Thursday, April 2, 2026

Book Review: The Maze in the Heart of the Castle by Dorothy Gilman

Stars: 4 out of 5
Pros: Entertaining allegory on dealing with grief
Cons: Doesn’t quite stick the landing
The Bottom Line:
A grieving Colin
Goes on quest to find answers
Weak ending; still good




Journey with Colin Through the Maze

When I finally decided to branch out beyond Dorothy Gilman’s Mrs. Pollifax books, I wasn’t going to venture to her young adult novels since those were harder to find. But after finding that The Maze in the Heart of the Castle played a part in her adult novel The Tightrope Walker, I had to track it down and give it a read. 

This is a hard book to pigeonhole. It is partially a book with a fantasy setting. Not that it involves wizards or magic but more unknown realms. More than anything, it uses these elements as allegory. 

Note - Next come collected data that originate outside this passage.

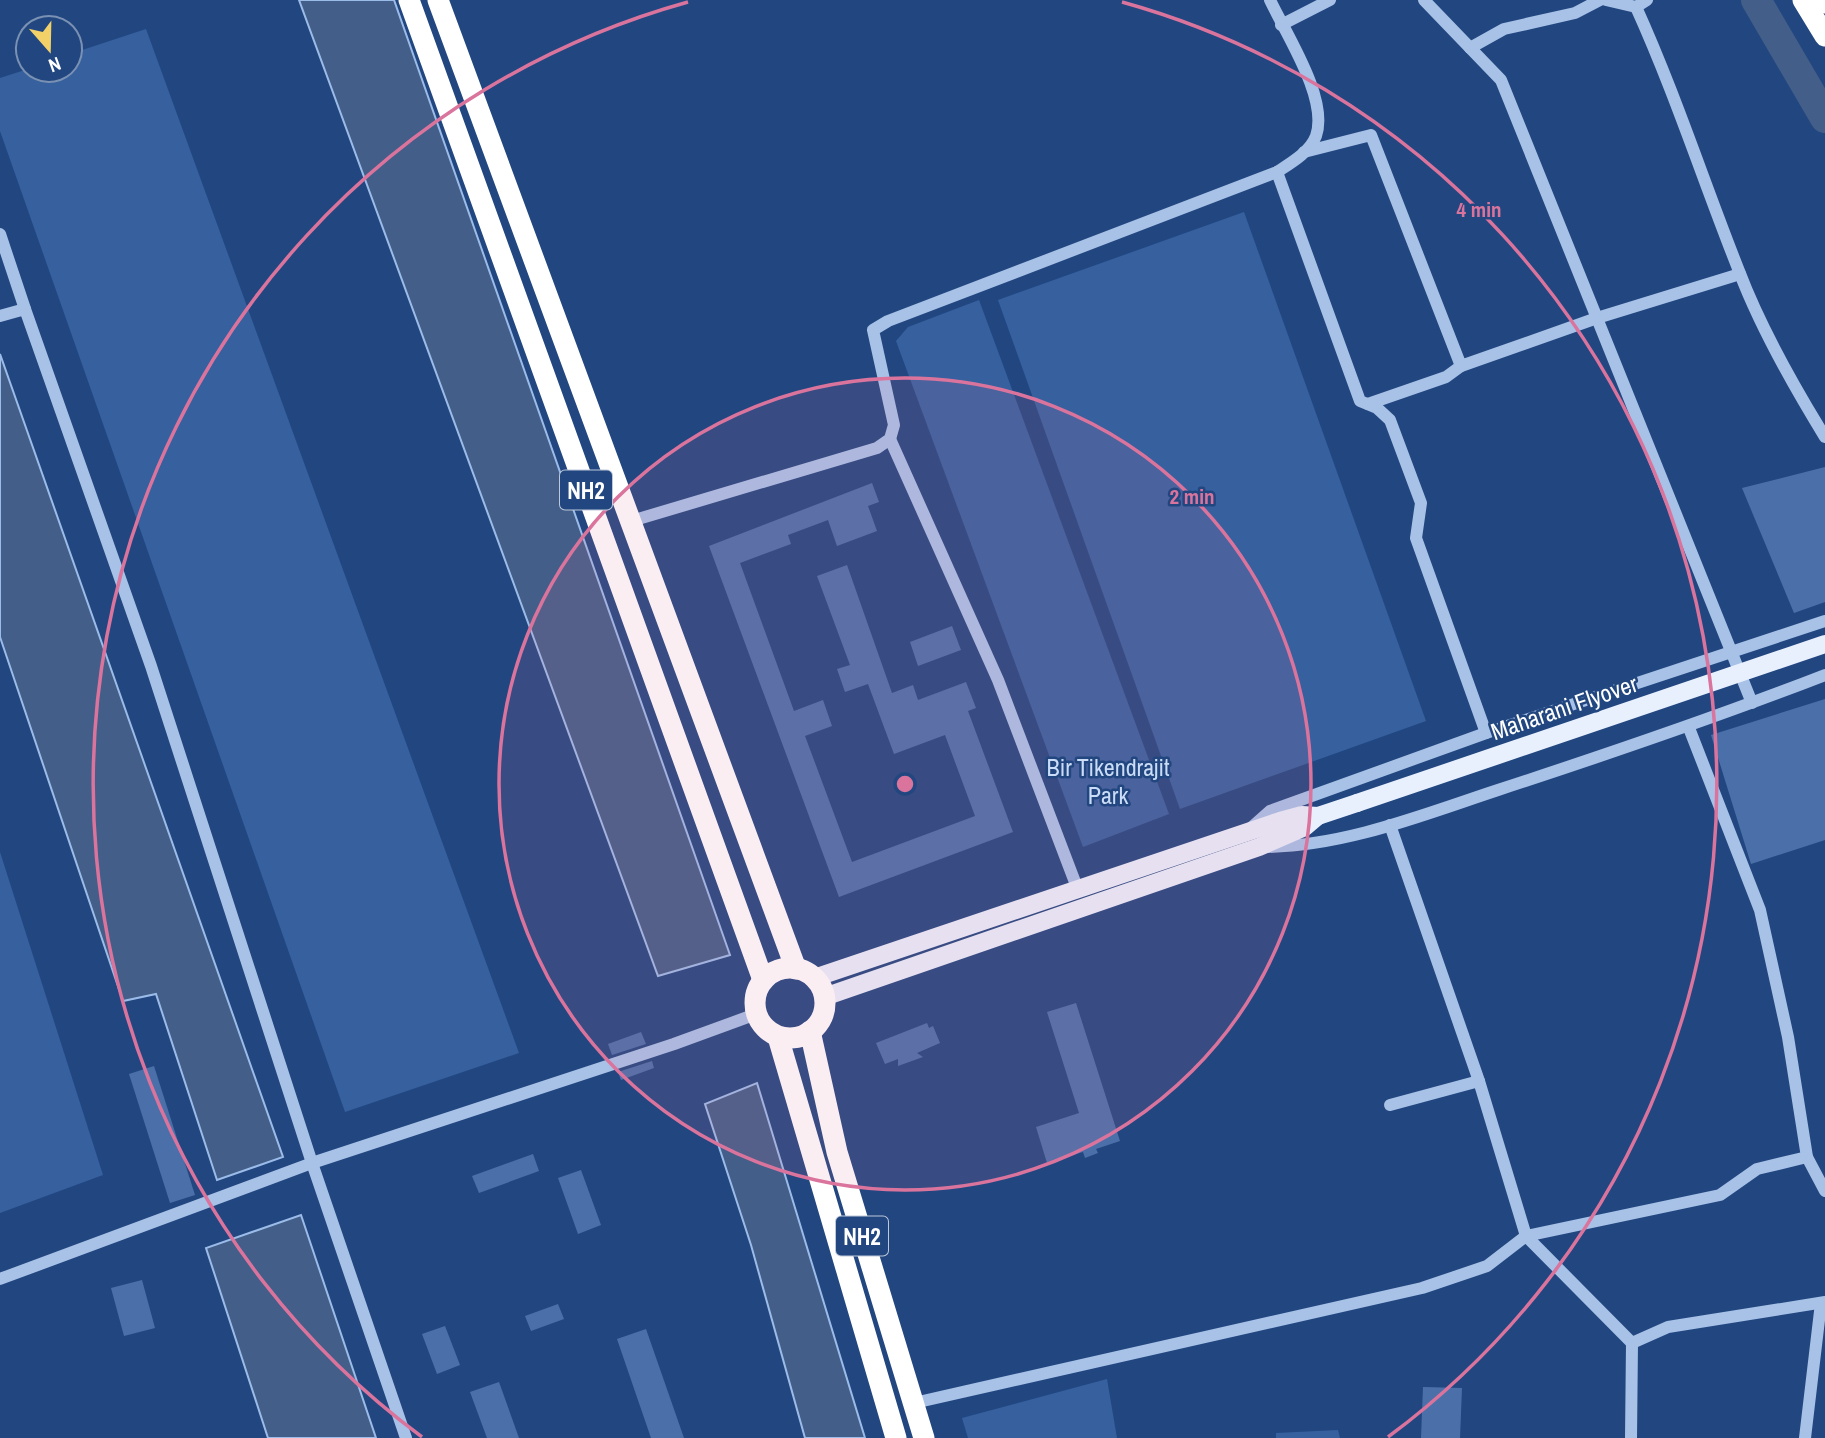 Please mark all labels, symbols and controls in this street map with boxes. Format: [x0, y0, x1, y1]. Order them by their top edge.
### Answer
north arrow [14, 14, 84, 84]
text: N [45, 51, 65, 79]
text: 4 min [1457, 195, 1501, 224]
road number: NH2 [560, 470, 612, 510]
text: 2 min [1170, 482, 1214, 511]
street label: Maharani Flyover [1486, 667, 1642, 747]
park label: Bir Tikendrajit Park [1047, 751, 1170, 811]
centre of rings [893, 772, 917, 796]
road number: NH2 [836, 1217, 888, 1256] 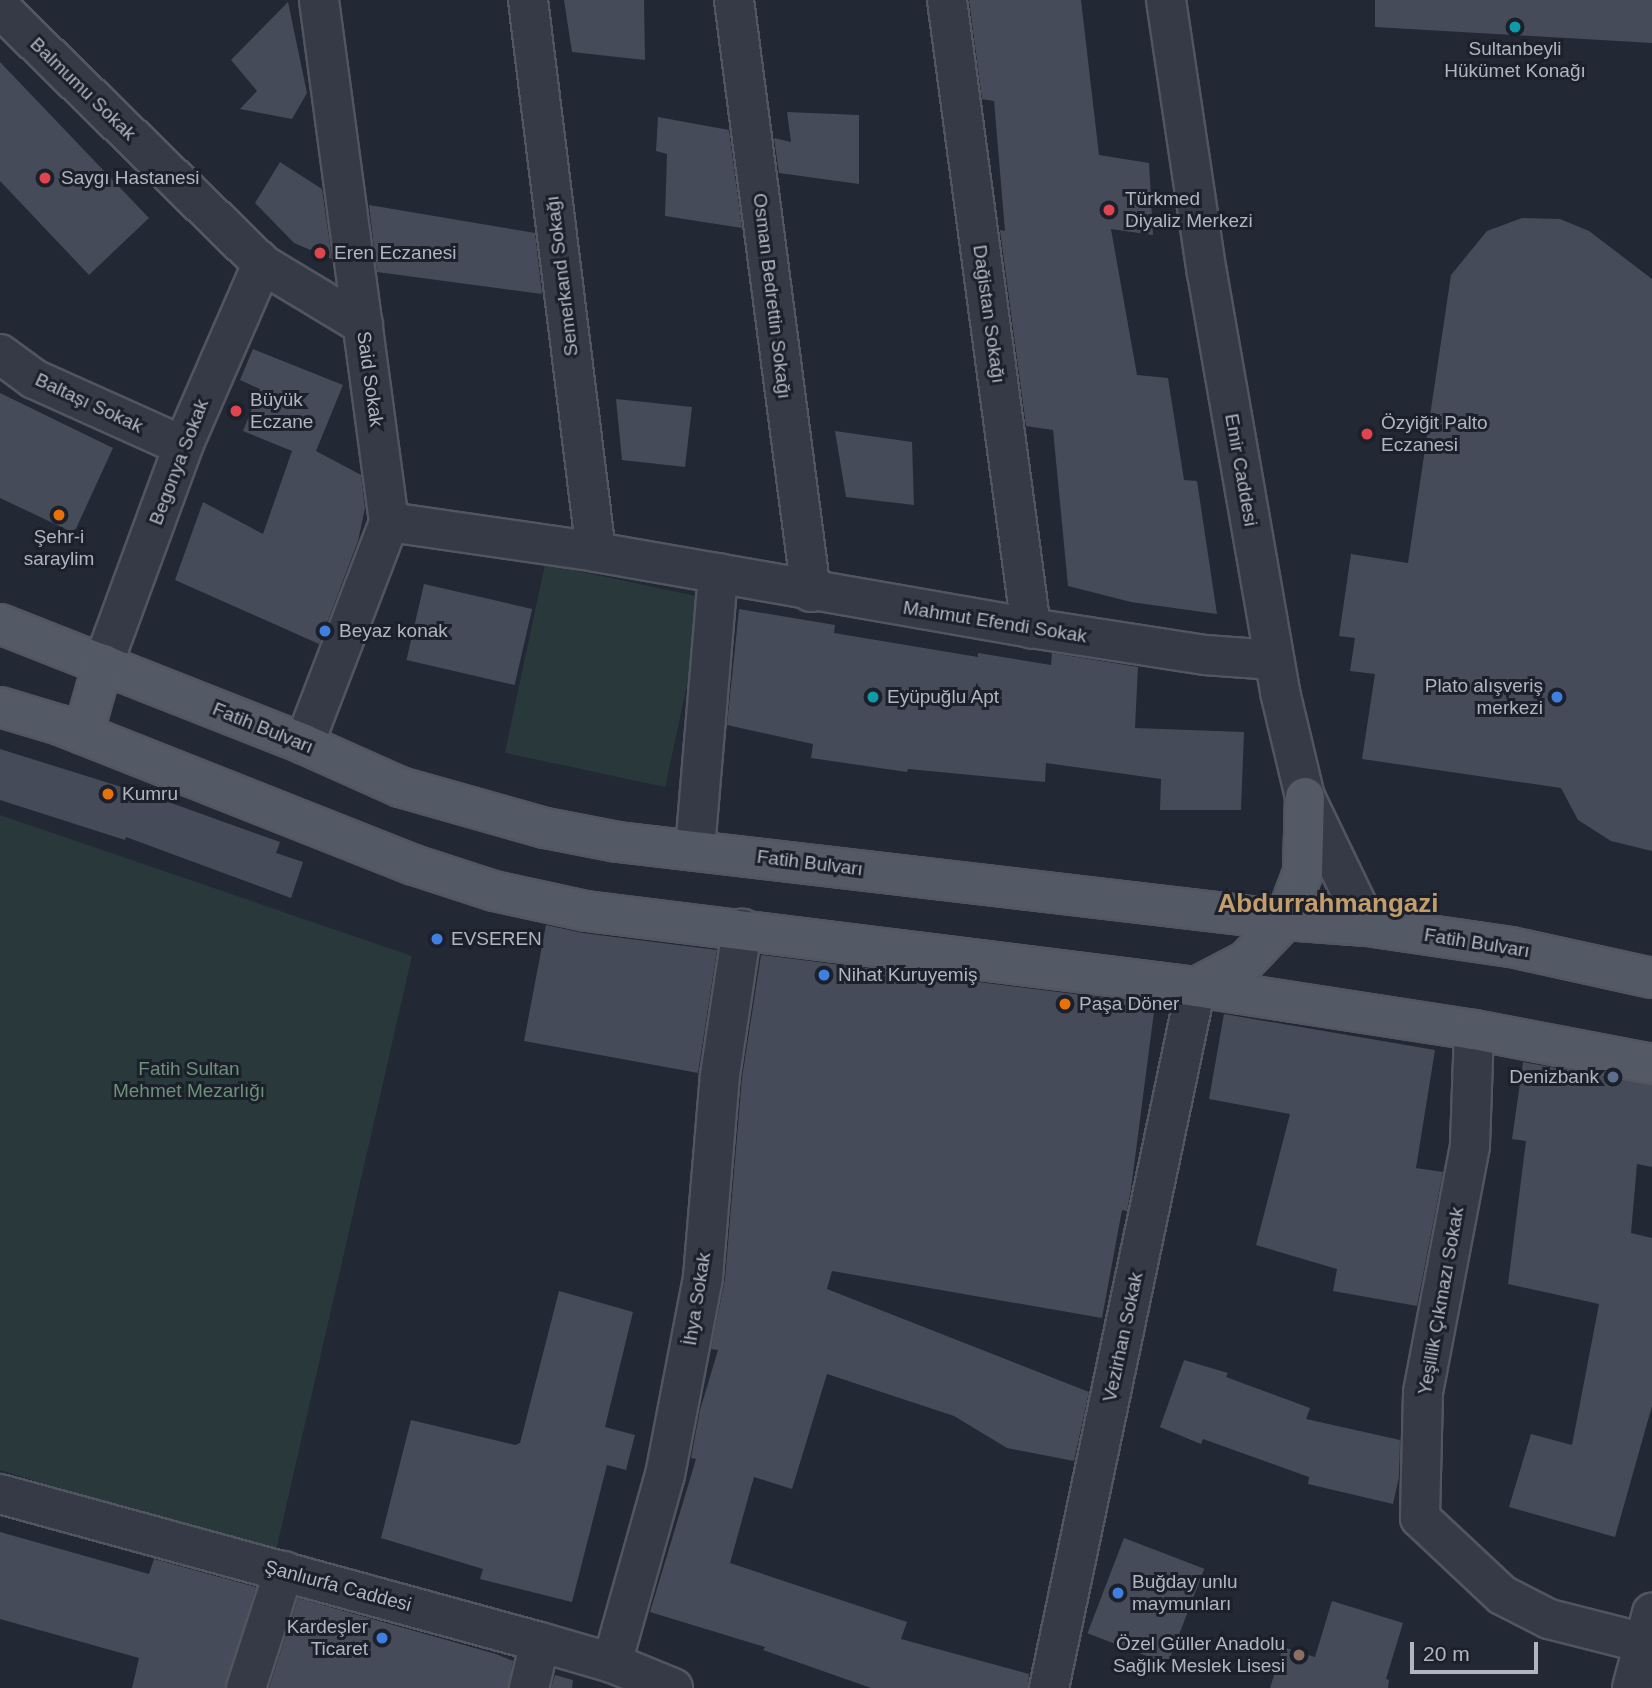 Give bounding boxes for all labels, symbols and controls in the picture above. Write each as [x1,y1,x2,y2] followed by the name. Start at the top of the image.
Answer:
[1507,19,1523,35] marker: Sultanbeyli Hükümet Konağı
[25,33,141,145] street label: Balmumu Sokak
[1444,38,1586,82] place label: Sultanbeyli Hükümet Konağı
[61,167,199,189] place label: Saygı Hastanesi
[35,168,55,188] marker: Saygı Hastanesi
[1125,188,1253,232] place label: Türkmed Diyaliz Merkezi
[748,192,796,400] street label: Osman Bedrettin Sokağı
[541,194,583,358] street label: Semerkand Sokağı
[1099,200,1119,220] marker: Türkmed Diyaliz Merkezi
[334,242,457,264] place label: Eren Eczanesi
[968,243,1010,385] street label: Dağistan Sokağı
[312,245,328,261] marker: Eren Eczanesi
[352,330,388,428] street label: Said Sokak
[32,368,146,438] street label: Baltaşı Sokak
[250,389,313,433] place label: Büyük Eczane
[145,396,213,528] street label: Begonya Sokak
[228,403,244,419] marker: Büyük Eczane
[1220,412,1262,528] street label: Emir Caddesi
[1381,412,1488,456] place label: Özyiğit Palto Eczanesi
[1359,426,1375,442] marker: Özyiğit Palto Eczanesi
[51,507,67,523] marker: Şehr-i saraylim
[24,526,94,570] place label: Şehr-i saraylim
[901,596,1089,648] street label: Mahmut Efendi Sokak
[339,620,448,642] place label: Beyaz konak
[317,623,333,639] marker: Beyaz konak
[1425,675,1543,719] place label: Plato alışveriş merkezi
[887,686,1000,708] place label: Eyüpuğlu Apt
[865,689,881,705] marker: Eyüpuğlu Apt
[1549,689,1565,705] marker: Plato alışveriş merkezi
[209,697,317,759] street label: Fatih Bulvarı
[122,783,178,805] place label: Kumru
[100,786,116,802] marker: Kumru
[756,845,864,881] street label: Fatih Bulvarı
[1217,888,1439,920] district label: Abdurrahmangazi
[1423,923,1531,963] street label: Fatih Bulvarı
[451,928,542,950] place label: EVSEREN
[429,931,445,947] marker: EVSEREN
[838,964,977,986] place label: Nihat Kuruyemiş
[816,967,832,983] marker: Nihat Kuruyemiş
[1079,993,1179,1015] place label: Paşa Döner
[1057,996,1073,1012] marker: Paşa Döner
[113,1058,265,1102] park label: Fatih Sultan Mehmet Mezarlığı
[1509,1066,1599,1088] place label: Denizbank
[1605,1069,1621,1085] marker: Denizbank
[1413,1205,1469,1397] street label: Yeşillik Çıkmazı Sokak
[678,1251,716,1347] street label: İhya Sokak
[1098,1270,1148,1404] street label: Vezirhan Sokak
[262,1555,414,1617] street label: Şanlıurfa Caddesi
[1132,1571,1238,1615] place label: Buğday unlu maymunları
[1110,1585,1126,1601] marker: Buğday unlu maymunları
[287,1616,368,1660] place label: Kardeşler Ticaret
[1414,1628,1542,1672] scale bar
[374,1630,390,1646] marker: Kardeşler Ticaret
[1113,1633,1285,1677] place label: Özel Güller Anadolu Sağlık Meslek Lisesi
[1423,1642,1470,1665] text: 20 m
[1291,1647,1307,1663] marker: Özel Güller Anadolu Sağlık Meslek Lisesi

The story follows Colin, who has recently lost his parents. He’s struggling, as you would expect for any sixteen-year-old who was in that situation. So when a family friend tells him that there is a castle on Rheembeck Mountain that might hold the answer for him, he sets out. When Colin arrives, he learns he will have to journey through a maze in the castle to find what he is looking for. Will he find it?

This book is essentially a series of challenges that Colin faces along the way. While that gives us more of an episodic narrative, in this case, it works. I was always anxious to see what would happen to him next and how he’d deal with the next complication. 

As such, Colin is the only character we see in the entire book. But even those he meets along the way are strong and help bring their sections to life. 

It’s the allegory where things fall a little flat for me. Obviously, the challenges Colin faces along the way represent various responses to grief. And I liked the way Colin grew from each stop he made. But when we reached the climax, I just didn’t feel like it quite worked the way I wanted it too. The allegory didn’t reach the climax I was expecting. But maybe that is the point, what getting through grief looks like for one person is different for someone else. 

I do have to comment on the history of this book. As I said earlier, it was originally mentioned in The Tightrope Walker, where what happened to the fictional author drove the story. Then, several years later, Ms. Gilman actually wrote the story and published it under her own name. That kind of thing is very fun to me. 

I’m glad I tracked down The Maze in the Heart of the Castle. Even if the ending didn’t quite work for me, I still enjoyed the book.